5 cose che non ci mancano del calcio

Il calcio ci manca, credo sia una cosa oggettiva per tutti gli appassionati di questo sport. Manca guardarsi le partite dal venerdì al lunedì sera, ossia passare il weekend seguendo la propria passione, per poi anche su settimana ammirare le gesta dei propri beniamini impegnati nelle competizioni europee che si giocano dal martedì al giovedì. Il calcio riempie le vite e le settimane di tutti coloro che amano e seguono questo sport… lo stesso sport in grado di fornirci parecchi valori positivi, come ad esempio quanto è importante il gioco di squadra, il non arrendersi mai e molti altri che se elencassi tutti stilerei un elenco infinito.
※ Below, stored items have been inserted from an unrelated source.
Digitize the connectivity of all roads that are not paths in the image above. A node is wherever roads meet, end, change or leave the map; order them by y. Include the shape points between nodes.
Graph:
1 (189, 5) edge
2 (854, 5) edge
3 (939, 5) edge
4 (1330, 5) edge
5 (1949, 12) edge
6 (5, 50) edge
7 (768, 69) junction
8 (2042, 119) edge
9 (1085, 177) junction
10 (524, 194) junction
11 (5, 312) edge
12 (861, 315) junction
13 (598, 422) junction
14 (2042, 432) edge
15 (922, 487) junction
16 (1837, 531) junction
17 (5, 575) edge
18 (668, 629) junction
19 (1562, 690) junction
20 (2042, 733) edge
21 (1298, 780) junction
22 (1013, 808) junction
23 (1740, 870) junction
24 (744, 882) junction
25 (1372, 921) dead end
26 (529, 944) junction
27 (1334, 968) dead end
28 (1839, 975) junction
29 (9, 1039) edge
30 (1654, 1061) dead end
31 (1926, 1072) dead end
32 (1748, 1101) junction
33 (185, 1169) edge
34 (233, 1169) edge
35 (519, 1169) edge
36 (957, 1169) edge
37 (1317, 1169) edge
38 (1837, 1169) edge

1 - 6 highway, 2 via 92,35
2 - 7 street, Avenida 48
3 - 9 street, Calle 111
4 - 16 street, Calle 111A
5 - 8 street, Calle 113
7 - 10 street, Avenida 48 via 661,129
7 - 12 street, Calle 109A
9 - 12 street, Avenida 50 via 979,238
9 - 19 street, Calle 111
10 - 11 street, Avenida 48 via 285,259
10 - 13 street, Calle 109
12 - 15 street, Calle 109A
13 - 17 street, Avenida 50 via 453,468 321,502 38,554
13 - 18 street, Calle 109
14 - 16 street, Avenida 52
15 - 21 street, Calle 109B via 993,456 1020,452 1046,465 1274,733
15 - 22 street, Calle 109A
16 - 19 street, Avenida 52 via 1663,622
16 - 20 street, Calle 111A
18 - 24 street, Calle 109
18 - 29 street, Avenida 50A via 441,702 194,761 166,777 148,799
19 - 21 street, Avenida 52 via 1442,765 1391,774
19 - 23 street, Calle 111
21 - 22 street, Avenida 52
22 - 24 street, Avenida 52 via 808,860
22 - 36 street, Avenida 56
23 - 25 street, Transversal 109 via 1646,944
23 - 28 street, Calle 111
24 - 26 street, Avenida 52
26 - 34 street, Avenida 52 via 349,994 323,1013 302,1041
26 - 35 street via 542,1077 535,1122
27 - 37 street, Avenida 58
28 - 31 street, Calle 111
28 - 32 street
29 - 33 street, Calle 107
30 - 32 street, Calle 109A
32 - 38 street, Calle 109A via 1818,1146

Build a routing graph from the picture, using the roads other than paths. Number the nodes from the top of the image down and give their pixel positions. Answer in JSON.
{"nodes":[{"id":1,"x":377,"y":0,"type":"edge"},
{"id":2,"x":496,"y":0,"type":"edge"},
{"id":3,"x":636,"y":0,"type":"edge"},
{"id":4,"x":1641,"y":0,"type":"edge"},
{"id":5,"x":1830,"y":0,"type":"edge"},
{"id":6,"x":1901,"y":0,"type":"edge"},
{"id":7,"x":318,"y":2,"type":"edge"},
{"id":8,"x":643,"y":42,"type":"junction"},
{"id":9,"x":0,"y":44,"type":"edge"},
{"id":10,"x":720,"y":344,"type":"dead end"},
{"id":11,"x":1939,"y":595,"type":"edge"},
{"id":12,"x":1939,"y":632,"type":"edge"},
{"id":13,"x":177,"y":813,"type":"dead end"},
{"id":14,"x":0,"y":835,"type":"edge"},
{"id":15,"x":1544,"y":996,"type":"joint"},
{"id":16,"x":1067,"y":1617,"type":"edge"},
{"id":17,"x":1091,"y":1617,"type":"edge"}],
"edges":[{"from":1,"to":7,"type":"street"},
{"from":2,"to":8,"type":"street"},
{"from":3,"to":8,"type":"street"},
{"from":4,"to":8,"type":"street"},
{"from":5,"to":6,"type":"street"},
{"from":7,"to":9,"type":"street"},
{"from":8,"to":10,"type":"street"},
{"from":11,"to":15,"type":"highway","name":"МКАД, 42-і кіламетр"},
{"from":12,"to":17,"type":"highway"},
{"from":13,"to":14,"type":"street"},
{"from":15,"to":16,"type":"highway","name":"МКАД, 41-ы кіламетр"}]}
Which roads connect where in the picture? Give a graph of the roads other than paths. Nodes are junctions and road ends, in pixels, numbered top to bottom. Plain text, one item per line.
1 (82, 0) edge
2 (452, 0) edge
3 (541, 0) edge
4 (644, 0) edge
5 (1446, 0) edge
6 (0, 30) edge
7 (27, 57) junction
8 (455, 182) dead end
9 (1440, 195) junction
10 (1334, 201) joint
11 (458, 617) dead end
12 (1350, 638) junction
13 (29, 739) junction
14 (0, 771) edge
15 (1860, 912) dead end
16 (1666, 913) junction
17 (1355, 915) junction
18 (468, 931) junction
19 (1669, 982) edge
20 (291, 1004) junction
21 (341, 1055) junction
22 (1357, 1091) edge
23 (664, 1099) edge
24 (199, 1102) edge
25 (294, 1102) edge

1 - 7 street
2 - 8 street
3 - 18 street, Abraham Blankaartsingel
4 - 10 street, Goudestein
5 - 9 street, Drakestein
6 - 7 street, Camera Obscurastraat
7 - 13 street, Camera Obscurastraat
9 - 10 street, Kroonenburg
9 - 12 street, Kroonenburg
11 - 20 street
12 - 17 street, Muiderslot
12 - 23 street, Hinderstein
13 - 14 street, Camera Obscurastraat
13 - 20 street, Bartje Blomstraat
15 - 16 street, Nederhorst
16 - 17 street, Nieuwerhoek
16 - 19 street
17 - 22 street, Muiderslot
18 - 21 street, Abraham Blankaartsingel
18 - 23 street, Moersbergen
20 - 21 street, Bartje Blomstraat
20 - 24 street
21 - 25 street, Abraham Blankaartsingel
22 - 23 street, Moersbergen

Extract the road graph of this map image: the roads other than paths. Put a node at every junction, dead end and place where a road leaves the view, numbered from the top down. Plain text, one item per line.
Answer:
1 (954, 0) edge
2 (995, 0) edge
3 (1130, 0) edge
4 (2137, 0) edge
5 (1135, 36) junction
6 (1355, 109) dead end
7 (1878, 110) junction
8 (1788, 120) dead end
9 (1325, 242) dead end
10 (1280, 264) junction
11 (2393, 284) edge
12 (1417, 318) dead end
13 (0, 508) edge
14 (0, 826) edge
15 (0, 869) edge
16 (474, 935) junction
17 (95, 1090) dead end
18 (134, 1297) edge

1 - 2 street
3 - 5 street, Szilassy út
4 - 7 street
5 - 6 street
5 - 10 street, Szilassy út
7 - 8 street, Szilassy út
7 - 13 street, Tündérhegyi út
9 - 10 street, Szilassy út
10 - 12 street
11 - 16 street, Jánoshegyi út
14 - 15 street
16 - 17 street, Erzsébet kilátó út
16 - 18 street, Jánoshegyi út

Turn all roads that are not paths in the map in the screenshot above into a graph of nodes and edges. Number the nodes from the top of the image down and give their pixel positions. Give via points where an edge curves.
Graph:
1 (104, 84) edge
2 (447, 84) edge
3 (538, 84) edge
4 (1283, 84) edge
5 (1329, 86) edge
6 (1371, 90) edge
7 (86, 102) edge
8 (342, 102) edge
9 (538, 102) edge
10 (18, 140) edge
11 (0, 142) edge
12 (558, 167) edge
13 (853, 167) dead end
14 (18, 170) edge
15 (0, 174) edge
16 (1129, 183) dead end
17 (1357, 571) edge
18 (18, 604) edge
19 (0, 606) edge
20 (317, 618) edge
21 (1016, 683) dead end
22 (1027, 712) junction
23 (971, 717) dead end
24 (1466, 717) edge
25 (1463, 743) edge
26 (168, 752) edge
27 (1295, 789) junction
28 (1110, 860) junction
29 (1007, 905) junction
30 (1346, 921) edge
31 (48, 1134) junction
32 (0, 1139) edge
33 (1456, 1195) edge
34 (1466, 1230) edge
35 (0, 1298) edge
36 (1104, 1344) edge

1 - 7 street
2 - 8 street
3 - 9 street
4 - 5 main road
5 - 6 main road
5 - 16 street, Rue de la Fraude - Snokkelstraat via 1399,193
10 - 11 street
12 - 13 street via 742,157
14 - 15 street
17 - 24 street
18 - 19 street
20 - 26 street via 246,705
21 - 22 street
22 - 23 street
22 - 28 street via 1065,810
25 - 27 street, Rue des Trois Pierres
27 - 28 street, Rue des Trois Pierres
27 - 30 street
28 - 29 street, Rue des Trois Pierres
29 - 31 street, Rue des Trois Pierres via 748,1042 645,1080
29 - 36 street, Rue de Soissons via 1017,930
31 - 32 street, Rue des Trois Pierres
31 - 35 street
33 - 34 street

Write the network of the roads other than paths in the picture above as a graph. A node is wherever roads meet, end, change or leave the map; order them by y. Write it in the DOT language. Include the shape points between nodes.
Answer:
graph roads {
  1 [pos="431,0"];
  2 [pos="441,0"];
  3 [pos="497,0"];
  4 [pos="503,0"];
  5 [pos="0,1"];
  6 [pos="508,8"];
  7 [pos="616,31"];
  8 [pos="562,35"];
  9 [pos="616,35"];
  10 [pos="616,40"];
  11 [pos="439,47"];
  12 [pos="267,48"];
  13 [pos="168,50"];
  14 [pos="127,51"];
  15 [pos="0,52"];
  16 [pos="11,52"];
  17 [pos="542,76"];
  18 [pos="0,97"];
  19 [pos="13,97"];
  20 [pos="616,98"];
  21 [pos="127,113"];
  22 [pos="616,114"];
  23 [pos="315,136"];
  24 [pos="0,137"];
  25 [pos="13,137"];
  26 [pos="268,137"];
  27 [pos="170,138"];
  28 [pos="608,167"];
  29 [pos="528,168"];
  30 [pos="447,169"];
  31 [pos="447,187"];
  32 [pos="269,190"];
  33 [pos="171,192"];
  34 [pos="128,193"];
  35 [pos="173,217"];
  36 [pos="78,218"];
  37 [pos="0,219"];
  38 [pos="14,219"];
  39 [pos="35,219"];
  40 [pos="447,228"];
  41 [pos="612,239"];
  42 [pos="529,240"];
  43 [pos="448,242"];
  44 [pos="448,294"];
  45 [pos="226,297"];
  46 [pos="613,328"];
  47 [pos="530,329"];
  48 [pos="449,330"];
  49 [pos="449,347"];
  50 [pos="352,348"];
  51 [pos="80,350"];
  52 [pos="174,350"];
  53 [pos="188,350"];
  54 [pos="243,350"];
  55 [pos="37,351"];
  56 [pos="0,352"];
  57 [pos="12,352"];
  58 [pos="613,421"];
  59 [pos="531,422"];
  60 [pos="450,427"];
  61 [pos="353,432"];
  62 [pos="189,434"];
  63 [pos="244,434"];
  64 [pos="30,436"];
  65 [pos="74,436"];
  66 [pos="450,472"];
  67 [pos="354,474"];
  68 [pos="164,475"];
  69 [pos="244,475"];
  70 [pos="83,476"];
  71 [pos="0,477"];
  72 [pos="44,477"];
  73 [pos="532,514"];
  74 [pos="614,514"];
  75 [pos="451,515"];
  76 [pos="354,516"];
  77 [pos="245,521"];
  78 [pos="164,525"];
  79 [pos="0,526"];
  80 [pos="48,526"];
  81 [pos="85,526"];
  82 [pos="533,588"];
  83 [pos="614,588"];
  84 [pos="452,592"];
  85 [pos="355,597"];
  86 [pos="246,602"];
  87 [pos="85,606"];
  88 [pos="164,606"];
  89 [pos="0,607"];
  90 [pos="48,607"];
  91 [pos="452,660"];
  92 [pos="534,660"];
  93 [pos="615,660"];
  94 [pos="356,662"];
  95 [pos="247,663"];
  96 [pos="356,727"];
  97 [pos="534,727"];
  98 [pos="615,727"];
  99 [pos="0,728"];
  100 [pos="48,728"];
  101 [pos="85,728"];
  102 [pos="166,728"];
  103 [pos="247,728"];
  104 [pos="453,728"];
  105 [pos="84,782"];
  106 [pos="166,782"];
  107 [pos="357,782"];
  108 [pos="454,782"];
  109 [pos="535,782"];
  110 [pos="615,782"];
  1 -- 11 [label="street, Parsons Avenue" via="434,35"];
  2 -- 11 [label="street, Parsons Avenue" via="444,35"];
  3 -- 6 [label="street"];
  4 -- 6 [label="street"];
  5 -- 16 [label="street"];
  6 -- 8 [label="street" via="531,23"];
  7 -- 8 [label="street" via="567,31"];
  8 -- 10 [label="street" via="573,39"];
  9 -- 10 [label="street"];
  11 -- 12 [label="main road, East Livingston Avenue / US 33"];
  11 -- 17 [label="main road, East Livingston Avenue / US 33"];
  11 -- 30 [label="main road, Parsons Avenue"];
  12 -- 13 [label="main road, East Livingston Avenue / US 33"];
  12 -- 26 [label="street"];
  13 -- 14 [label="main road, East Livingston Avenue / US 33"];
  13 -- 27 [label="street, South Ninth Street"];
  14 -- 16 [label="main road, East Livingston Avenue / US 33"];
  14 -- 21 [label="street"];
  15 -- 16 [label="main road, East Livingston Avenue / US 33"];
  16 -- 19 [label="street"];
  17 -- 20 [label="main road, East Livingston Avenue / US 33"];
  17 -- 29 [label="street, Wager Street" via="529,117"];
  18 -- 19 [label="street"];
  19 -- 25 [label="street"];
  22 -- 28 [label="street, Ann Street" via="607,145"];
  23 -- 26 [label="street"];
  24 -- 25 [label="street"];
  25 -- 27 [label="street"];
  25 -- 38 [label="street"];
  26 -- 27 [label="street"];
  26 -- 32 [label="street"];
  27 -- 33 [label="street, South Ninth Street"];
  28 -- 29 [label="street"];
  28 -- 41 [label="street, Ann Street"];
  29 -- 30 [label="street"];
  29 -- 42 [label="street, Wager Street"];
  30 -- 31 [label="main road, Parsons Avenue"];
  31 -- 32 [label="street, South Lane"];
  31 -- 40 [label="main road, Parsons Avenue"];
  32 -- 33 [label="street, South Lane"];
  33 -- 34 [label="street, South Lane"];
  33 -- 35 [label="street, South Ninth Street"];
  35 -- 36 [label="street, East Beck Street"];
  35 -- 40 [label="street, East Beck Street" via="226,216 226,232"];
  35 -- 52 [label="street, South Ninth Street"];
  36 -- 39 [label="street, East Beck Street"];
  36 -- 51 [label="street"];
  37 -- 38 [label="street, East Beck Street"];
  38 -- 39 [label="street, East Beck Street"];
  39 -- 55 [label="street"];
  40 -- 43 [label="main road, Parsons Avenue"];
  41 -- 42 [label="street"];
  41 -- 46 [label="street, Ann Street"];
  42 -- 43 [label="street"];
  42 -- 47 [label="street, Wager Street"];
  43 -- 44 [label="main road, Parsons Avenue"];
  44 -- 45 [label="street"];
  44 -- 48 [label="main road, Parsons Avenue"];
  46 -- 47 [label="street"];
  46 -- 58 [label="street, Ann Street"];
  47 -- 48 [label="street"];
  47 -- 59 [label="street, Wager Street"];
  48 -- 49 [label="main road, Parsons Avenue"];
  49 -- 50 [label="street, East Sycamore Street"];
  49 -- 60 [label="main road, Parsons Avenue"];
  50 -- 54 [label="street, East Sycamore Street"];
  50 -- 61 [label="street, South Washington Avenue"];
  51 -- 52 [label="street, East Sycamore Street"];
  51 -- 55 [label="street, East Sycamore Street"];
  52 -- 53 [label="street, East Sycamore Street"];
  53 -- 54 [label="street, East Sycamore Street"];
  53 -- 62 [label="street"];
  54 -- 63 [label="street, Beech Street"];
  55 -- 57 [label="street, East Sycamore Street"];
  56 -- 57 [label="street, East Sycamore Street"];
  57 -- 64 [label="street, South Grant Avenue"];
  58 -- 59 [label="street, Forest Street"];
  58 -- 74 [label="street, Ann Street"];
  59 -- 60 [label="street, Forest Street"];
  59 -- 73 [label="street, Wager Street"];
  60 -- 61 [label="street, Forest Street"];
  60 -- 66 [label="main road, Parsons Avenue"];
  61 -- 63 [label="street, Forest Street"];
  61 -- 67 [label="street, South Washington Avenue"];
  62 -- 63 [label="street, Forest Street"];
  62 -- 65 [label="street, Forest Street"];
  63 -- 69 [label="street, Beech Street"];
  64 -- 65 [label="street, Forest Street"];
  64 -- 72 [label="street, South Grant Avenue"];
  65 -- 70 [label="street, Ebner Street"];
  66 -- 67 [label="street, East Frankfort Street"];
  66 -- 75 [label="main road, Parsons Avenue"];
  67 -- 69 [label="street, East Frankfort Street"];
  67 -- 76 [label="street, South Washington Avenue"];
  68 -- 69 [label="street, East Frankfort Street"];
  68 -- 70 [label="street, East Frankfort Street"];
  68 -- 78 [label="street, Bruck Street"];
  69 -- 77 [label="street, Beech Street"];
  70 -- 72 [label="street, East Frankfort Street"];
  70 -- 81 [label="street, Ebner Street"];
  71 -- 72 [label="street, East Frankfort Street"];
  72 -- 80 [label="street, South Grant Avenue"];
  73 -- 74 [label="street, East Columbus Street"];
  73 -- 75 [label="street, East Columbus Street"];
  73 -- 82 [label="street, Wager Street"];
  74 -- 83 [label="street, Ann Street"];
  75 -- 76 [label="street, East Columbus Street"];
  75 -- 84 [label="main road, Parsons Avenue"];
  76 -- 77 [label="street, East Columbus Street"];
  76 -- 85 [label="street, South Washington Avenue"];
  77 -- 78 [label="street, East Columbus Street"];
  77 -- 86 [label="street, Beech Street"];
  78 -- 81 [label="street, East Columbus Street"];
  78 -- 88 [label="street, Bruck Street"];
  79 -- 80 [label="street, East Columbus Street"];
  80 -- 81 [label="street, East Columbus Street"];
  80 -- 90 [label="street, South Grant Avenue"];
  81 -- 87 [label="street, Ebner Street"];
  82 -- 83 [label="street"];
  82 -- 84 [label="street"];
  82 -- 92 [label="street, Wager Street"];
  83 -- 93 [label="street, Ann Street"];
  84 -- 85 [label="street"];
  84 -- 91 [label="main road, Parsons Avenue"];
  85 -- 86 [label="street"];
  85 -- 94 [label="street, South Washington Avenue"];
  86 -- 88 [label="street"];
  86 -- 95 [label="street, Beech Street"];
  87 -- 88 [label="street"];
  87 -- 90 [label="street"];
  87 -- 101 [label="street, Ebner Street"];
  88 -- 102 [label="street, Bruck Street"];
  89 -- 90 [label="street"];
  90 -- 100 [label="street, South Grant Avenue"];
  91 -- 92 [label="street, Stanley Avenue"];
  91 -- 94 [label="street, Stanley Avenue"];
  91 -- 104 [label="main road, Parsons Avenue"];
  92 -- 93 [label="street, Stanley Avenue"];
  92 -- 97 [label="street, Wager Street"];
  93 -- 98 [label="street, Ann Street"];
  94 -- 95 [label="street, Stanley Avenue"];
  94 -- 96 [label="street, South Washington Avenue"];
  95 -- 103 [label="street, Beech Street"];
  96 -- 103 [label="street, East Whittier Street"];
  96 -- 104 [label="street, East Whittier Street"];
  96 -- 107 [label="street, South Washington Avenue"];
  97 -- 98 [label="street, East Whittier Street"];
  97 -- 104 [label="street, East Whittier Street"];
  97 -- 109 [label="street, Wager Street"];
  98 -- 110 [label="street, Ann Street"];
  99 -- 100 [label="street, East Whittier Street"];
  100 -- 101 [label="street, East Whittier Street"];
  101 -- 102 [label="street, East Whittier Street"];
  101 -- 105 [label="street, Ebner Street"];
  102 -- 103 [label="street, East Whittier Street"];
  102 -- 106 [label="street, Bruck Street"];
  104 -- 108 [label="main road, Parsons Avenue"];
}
Il calcio, però, ha anche dei lati negativi, i quali sono cresciuti ulteriormente con l’esplosione dei social e la diffusione in massa di notizie, video e commenti sugli eventi sportivi. Questi lati negativi spesso mi fanno dubitare sulla passione dello sport che amo e seguo con incondizionata passione, ed è proprio per questo che in questo articolo voglio raccontarvi 5 motivi per cui il calcio giocato, sinceramente, non mi manca affatto.

Le polemiche arbitrali

Come non potevamo partire dal più classico dei lati negativi del calcio, il quale permette anche spesso di poter parlare di una partita per una settimana, se non addirittura di più, spremendola all’inverosimile. Ogni qual volta accade un episodio arbitrale dubbio (nonostante con la VAR si sia ridotto di molto questo evento) le trasmissioni sportive post partita ed i giornali lucrano su questo fatto, fomentando i tifosi a scagliarsi gli uni contro gli altri dando vita a delle vere e proprie polemiche che forse potrebbero essere evitate, le quali a loro volta spesso e volentieri danno vita ad episodi di cyberbullismo nei vari social.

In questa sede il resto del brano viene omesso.